“It’s no very great hardship to go hungry for twenty-four, or even forty-eight hours,” he said, cheerily. “If we think of eating, it’ll only make matters worse, so let’s sheer off on some other tack.”
“That is not so easily done,” Nelse replied, gloomily.
“I don’t know about it. Look around and see what an odd sort of a forest this is, compared to such as we have at home.”
“We’ve had time to be pretty well acquainted with it since landing yesterday. There doesn’t seem to be anything strange here, except it is the big palm tree near where the old scoundrels are sitting. That——”
Gil would have started to his feet in surprise, had it not been for the bonds, as he cried:
“It is the very tree we were hunting for! There are none others as tall, and it’s surely old enough to have served as a landmark when our chart was made.”

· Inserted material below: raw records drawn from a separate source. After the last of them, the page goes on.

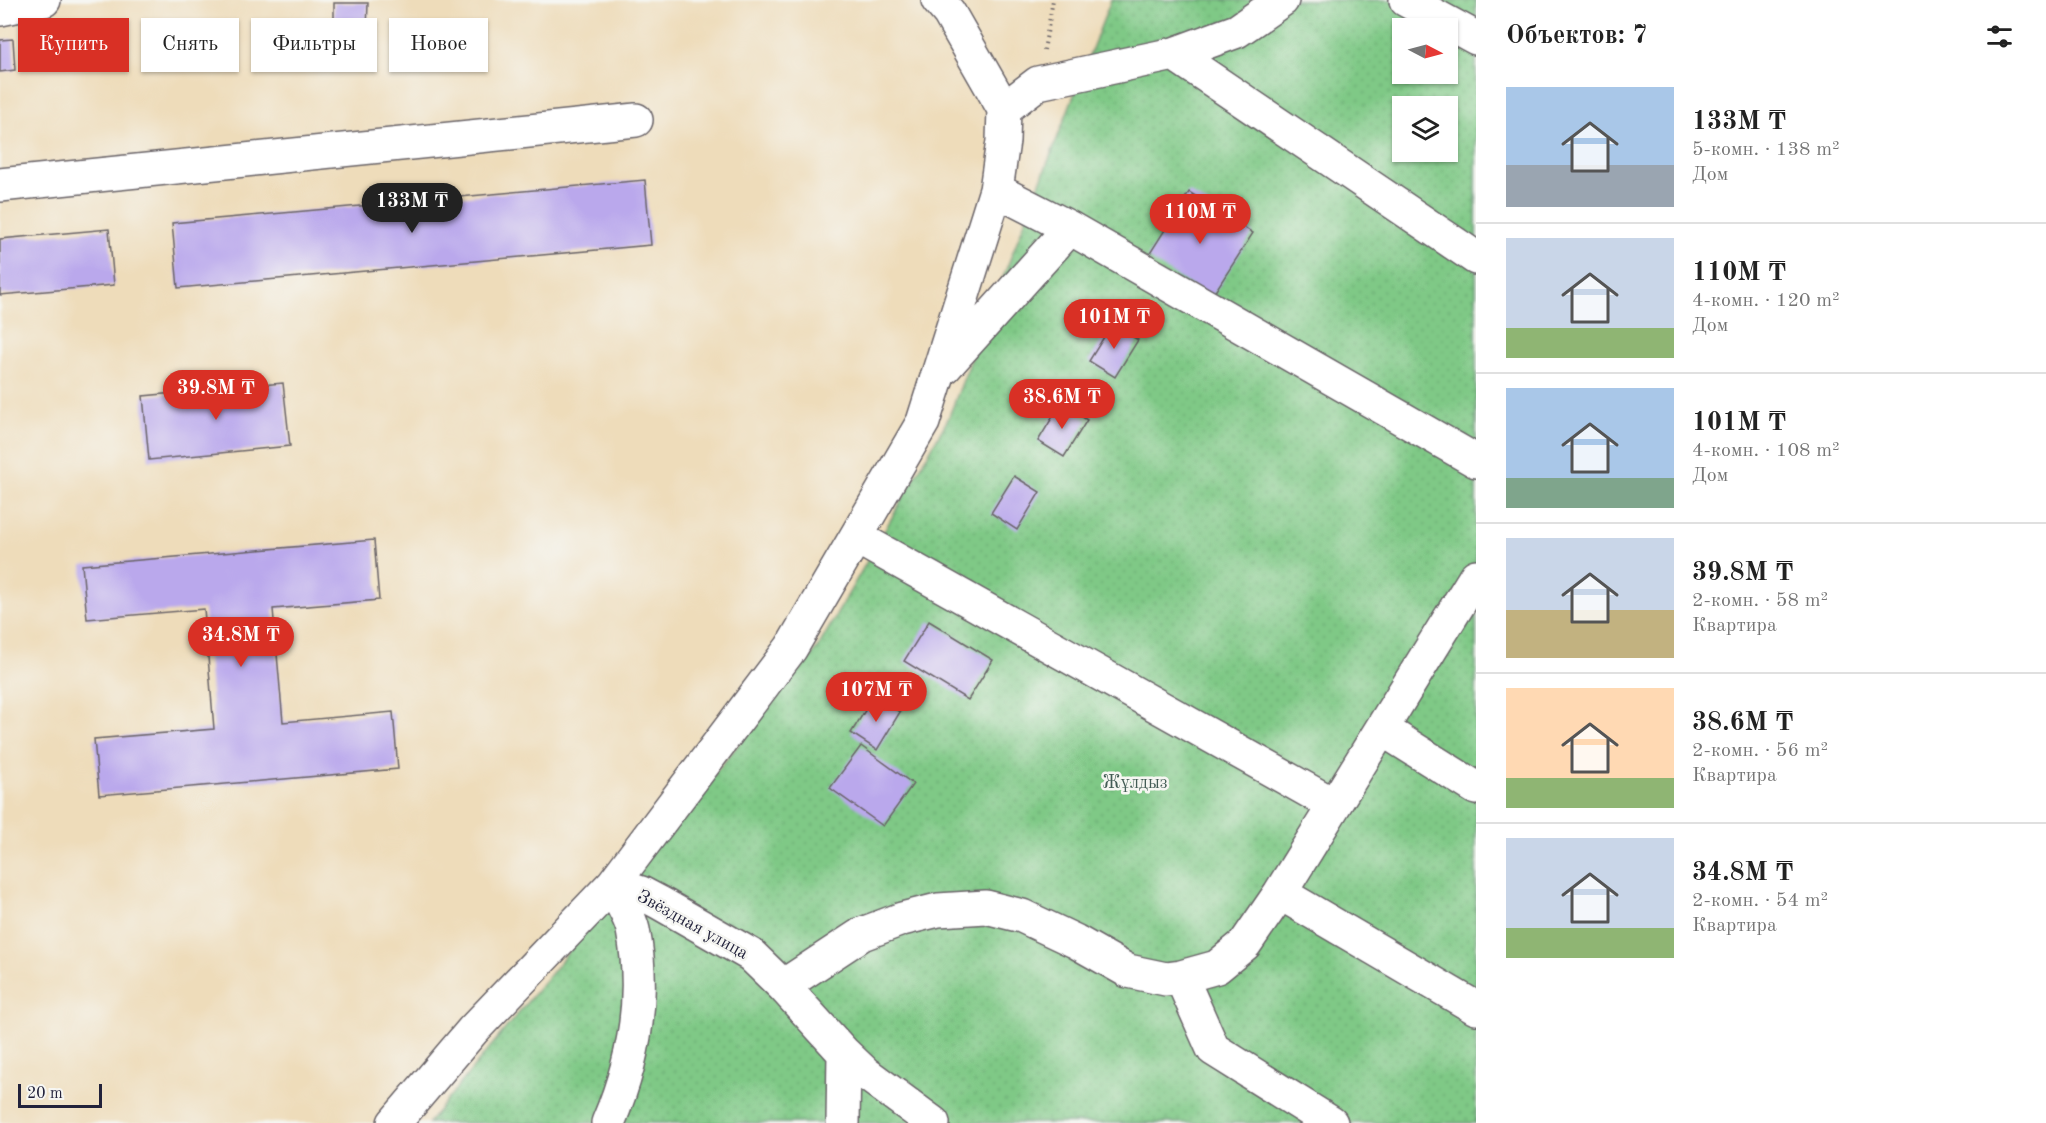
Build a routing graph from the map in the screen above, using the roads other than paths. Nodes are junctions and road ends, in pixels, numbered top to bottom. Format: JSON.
{"nodes":[{"id":1,"x":44,"y":0,"type":"edge"},
{"id":2,"x":938,"y":0,"type":"edge"},
{"id":3,"x":1282,"y":0,"type":"edge"},
{"id":4,"x":1406,"y":0,"type":"edge"},
{"id":5,"x":0,"y":9,"type":"edge"},
{"id":6,"x":1476,"y":38,"type":"edge"},
{"id":7,"x":1174,"y":54,"type":"junction"},
{"id":8,"x":1005,"y":109,"type":"junction"},
{"id":9,"x":636,"y":120,"type":"dead end"},
{"id":10,"x":0,"y":185,"type":"edge"},
{"id":11,"x":996,"y":190,"type":"junction"},
{"id":12,"x":1070,"y":228,"type":"junction"},
{"id":13,"x":1476,"y":258,"type":"edge"},
{"id":14,"x":940,"y":373,"type":"junction"},
{"id":15,"x":1476,"y":461,"type":"edge"},
{"id":16,"x":856,"y":537,"type":"junction"},
{"id":17,"x":1475,"y":578,"type":"edge"},
{"id":18,"x":1382,"y":729,"type":"junction"},
{"id":19,"x":1476,"y":788,"type":"edge"},
{"id":20,"x":1334,"y":805,"type":"junction"},
{"id":21,"x":613,"y":884,"type":"junction"},
{"id":22,"x":1280,"y":893,"type":"junction"},
{"id":23,"x":1181,"y":977,"type":"junction"},
{"id":24,"x":783,"y":986,"type":"junction"},
{"id":25,"x":1476,"y":1008,"type":"edge"},
{"id":26,"x":844,"y":1053,"type":"junction"},
{"id":27,"x":394,"y":1123,"type":"edge"},
{"id":28,"x":608,"y":1123,"type":"edge"},
{"id":29,"x":843,"y":1123,"type":"edge"},
{"id":30,"x":933,"y":1123,"type":"edge"},
{"id":31,"x":1331,"y":1123,"type":"edge"}],
"edges":[{"from":1,"to":5,"type":"street"},
{"from":2,"to":8,"type":"street"},
{"from":3,"to":7,"type":"street"},
{"from":4,"to":6,"type":"street"},
{"from":7,"to":8,"type":"street"},
{"from":7,"to":13,"type":"street"},
{"from":8,"to":11,"type":"street"},
{"from":9,"to":10,"type":"street"},
{"from":11,"to":12,"type":"street"},
{"from":11,"to":14,"type":"street"},
{"from":12,"to":14,"type":"street"},
{"from":12,"to":15,"type":"street"},
{"from":14,"to":16,"type":"street"},
{"from":16,"to":20,"type":"street"},
{"from":16,"to":21,"type":"street"},
{"from":17,"to":18,"type":"street"},
{"from":18,"to":19,"type":"street"},
{"from":18,"to":20,"type":"street"},
{"from":20,"to":22,"type":"street"},
{"from":21,"to":24,"type":"street","name":"Звёздная улица"},
{"from":21,"to":27,"type":"street"},
{"from":21,"to":28,"type":"street"},
{"from":22,"to":23,"type":"street"},
{"from":22,"to":25,"type":"street"},
{"from":23,"to":24,"type":"street"},
{"from":23,"to":31,"type":"street"},
{"from":24,"to":26,"type":"street","name":"Звёздная улица"},
{"from":26,"to":29,"type":"street"},
{"from":26,"to":30,"type":"street","name":"Звёздная улица"}]}
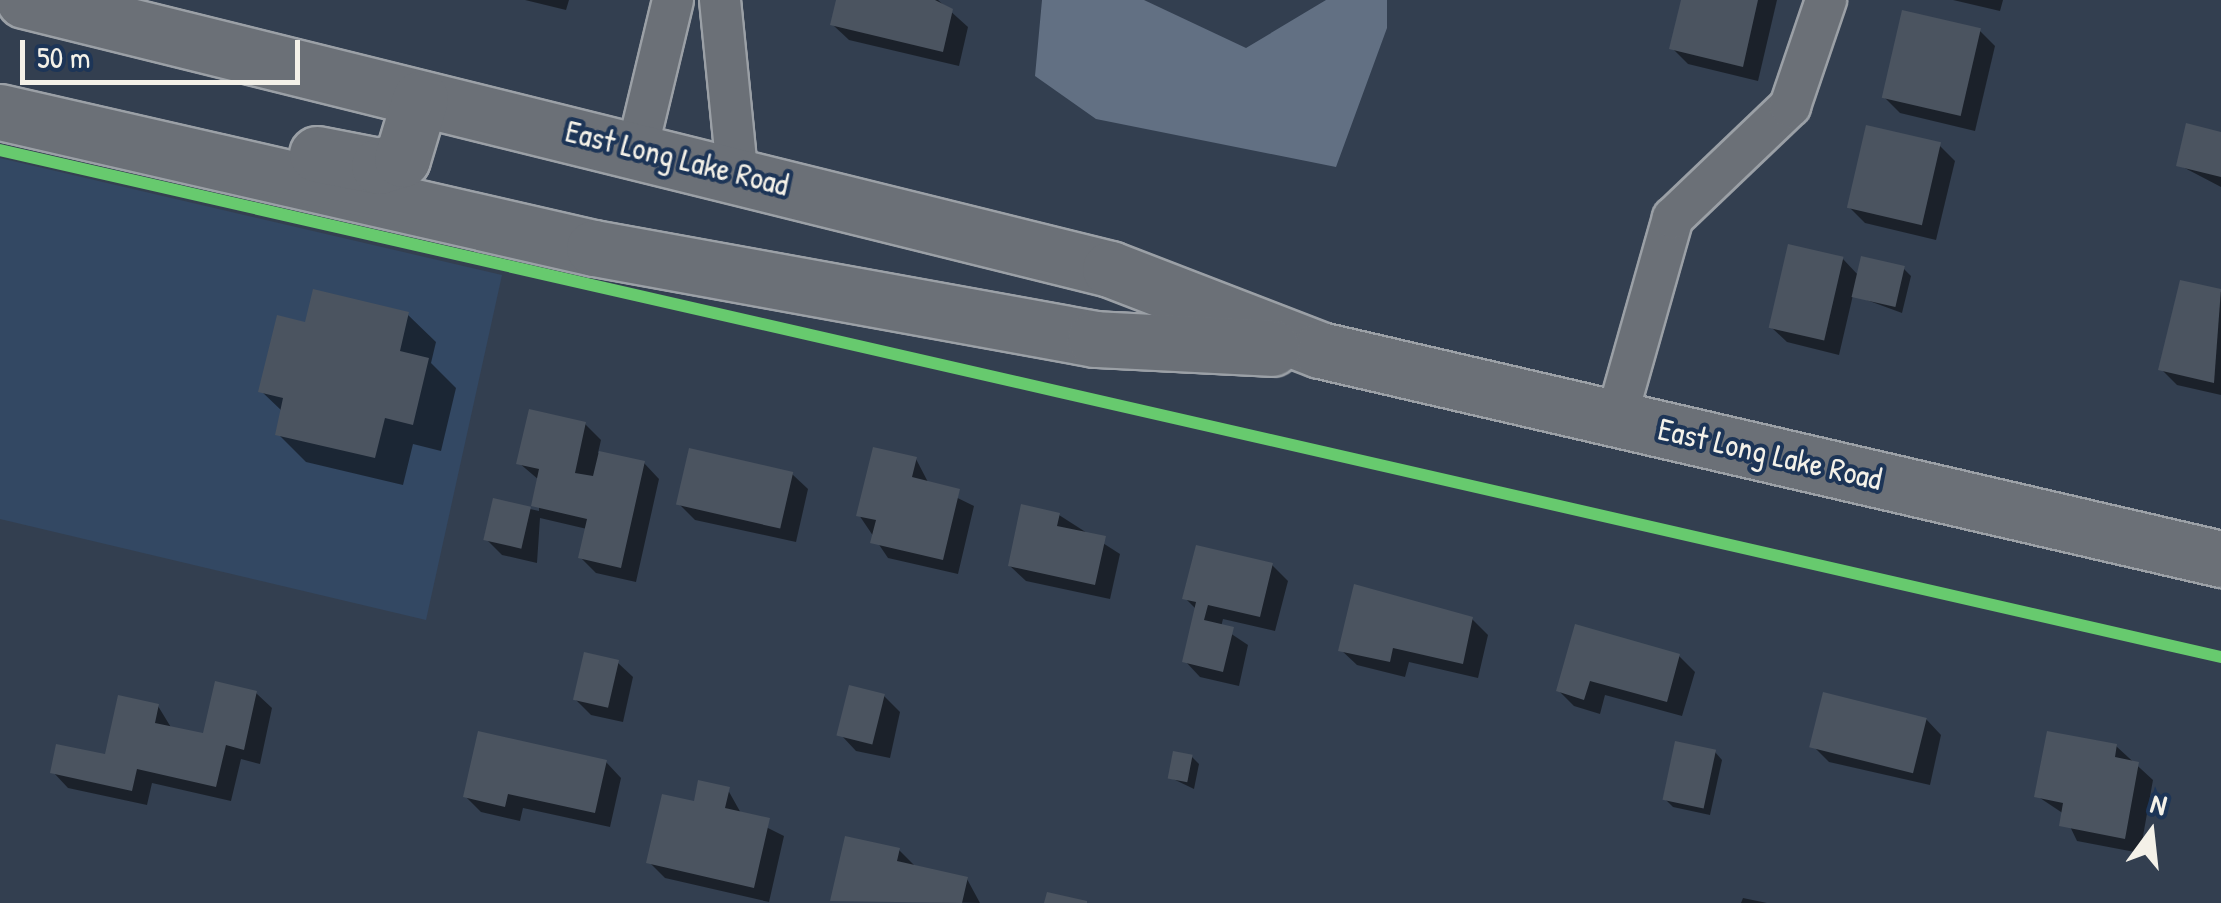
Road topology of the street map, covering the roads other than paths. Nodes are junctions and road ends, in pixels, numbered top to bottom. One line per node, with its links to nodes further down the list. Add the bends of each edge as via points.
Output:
1 (24, 0): 6 (main road, East Long Lake Road)
2 (673, 0): 8 (street)
3 (720, 0): 9 (street)
4 (1826, 0): 13 (street, via 1790,106 1673,218)
5 (0, 83): 6 (main road, via 378,166 413,144)
6 (420, 98): 8 (main road, East Long Lake Road)
7 (0, 112): 11 (main road, East Long Lake Road)
8 (638, 146): 9 (main road, East Long Lake Road)
9 (737, 170): 10 (main road, East Long Lake Road)
10 (894, 213): 11 (main road, via 900,243 877,270 612,220 575,224); 12 (main road, East Long Lake Road, via 1110,269)
11 (562, 240): 12 (main road, East Long Lake Road, via 1095,340)
12 (1320, 350): 13 (main road, East Long Lake Road)
13 (1616, 418): 14 (main road, East Long Lake Road)
14 (2221, 559)

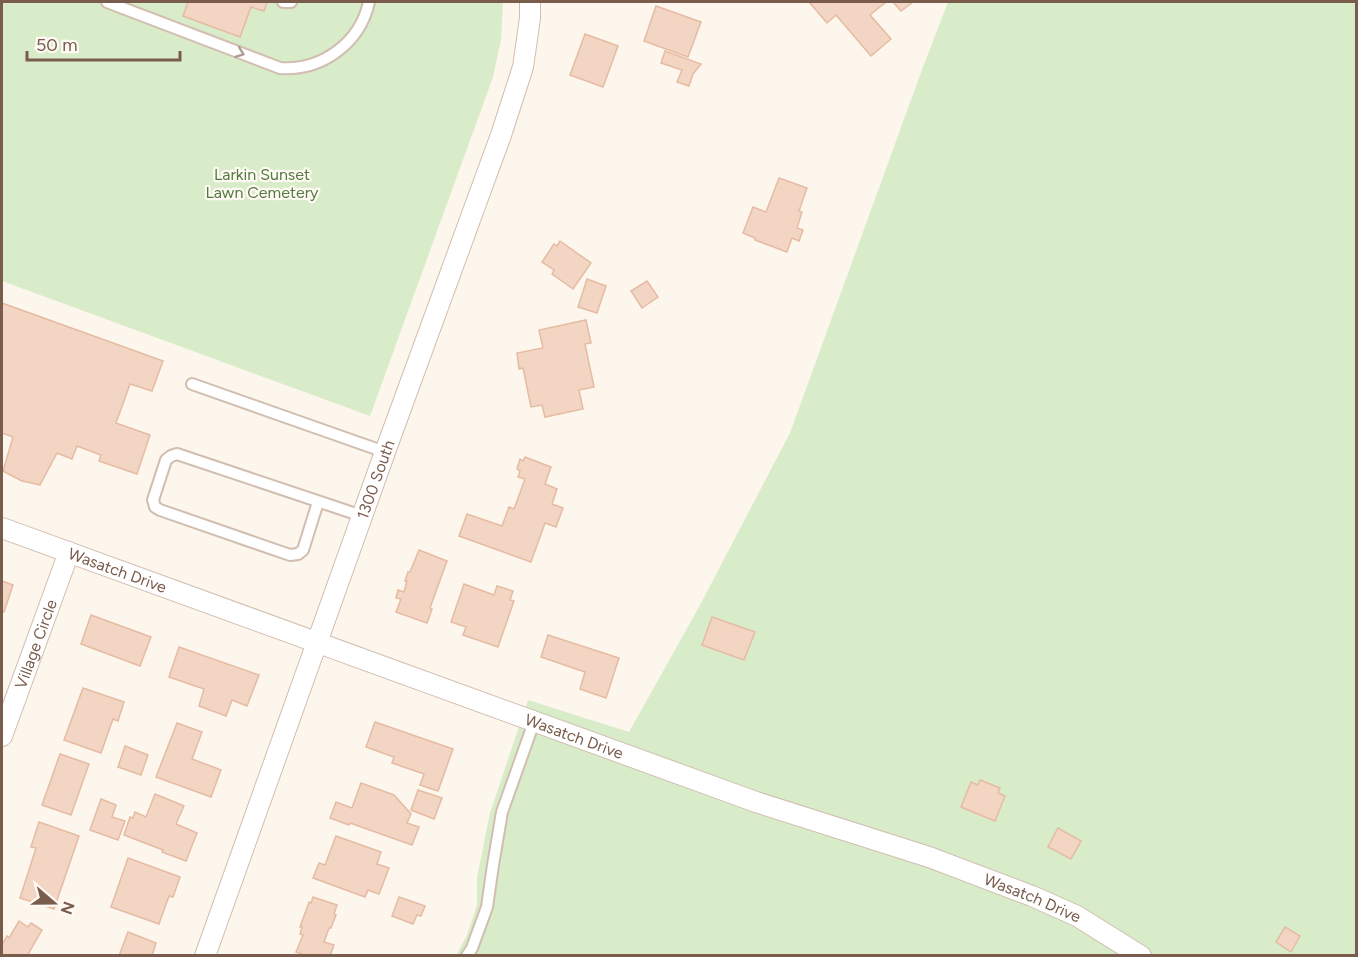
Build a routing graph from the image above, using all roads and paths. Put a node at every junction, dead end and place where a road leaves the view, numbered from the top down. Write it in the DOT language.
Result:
graph roads {
  1 [pos="107,2"];
  2 [pos="283,2"];
  3 [pos="291,2"];
  4 [pos="369,2"];
  5 [pos="530,2"];
  6 [pos="192,384"];
  7 [pos="385,452"];
  8 [pos="318,502"];
  9 [pos="362,516"];
  10 [pos="2,528"];
  11 [pos="69,552"];
  12 [pos="317,643"];
  13 [pos="534,722"];
  14 [pos="2,736"];
  15 [pos="205,956"];
  16 [pos="467,956"];
  17 [pos="1141,956"];
  1 -- 4 [label="lane, one-way"];
  2 -- 3 [label="lane"];
  5 -- 7 [label="street, 1300 South"];
  6 -- 7 [label="lane"];
  7 -- 9 [label="street, 1300 South"];
  8 -- 8 [label="lane"];
  8 -- 9 [label="lane"];
  9 -- 12 [label="street, 1300 South"];
  10 -- 11 [label="street, Wasatch Drive"];
  11 -- 12 [label="street, Wasatch Drive"];
  11 -- 14 [label="street, Village Circle"];
  12 -- 13 [label="street, Wasatch Drive"];
  12 -- 15 [label="street, 1300 South"];
  13 -- 16 [label="lane"];
  13 -- 17 [label="street, Wasatch Drive"];
}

“I believe you are right, my boy,” the mate said, after a short pause. “It would be strange if these villains have shown us just what we wanted to find.”
“I can’t see that it will do us any good, even if we knew a big pile of gold was absolutely buried in the immediate vicinity,” Nelse replied, grumblingly; but at the same time he continued to gaze at the palm, and it could be seen that, for the moment, the pangs of hunger were forgotten.
The possibility of their having finally arrived at the desired place, through no inclination or volition of their own, was sufficient to furnish them with a fruitful topic of conversation, and but little attention was paid to the blacks until the departure of several of the younger men caused Gil to ask:
“Where do you suppose they are going?”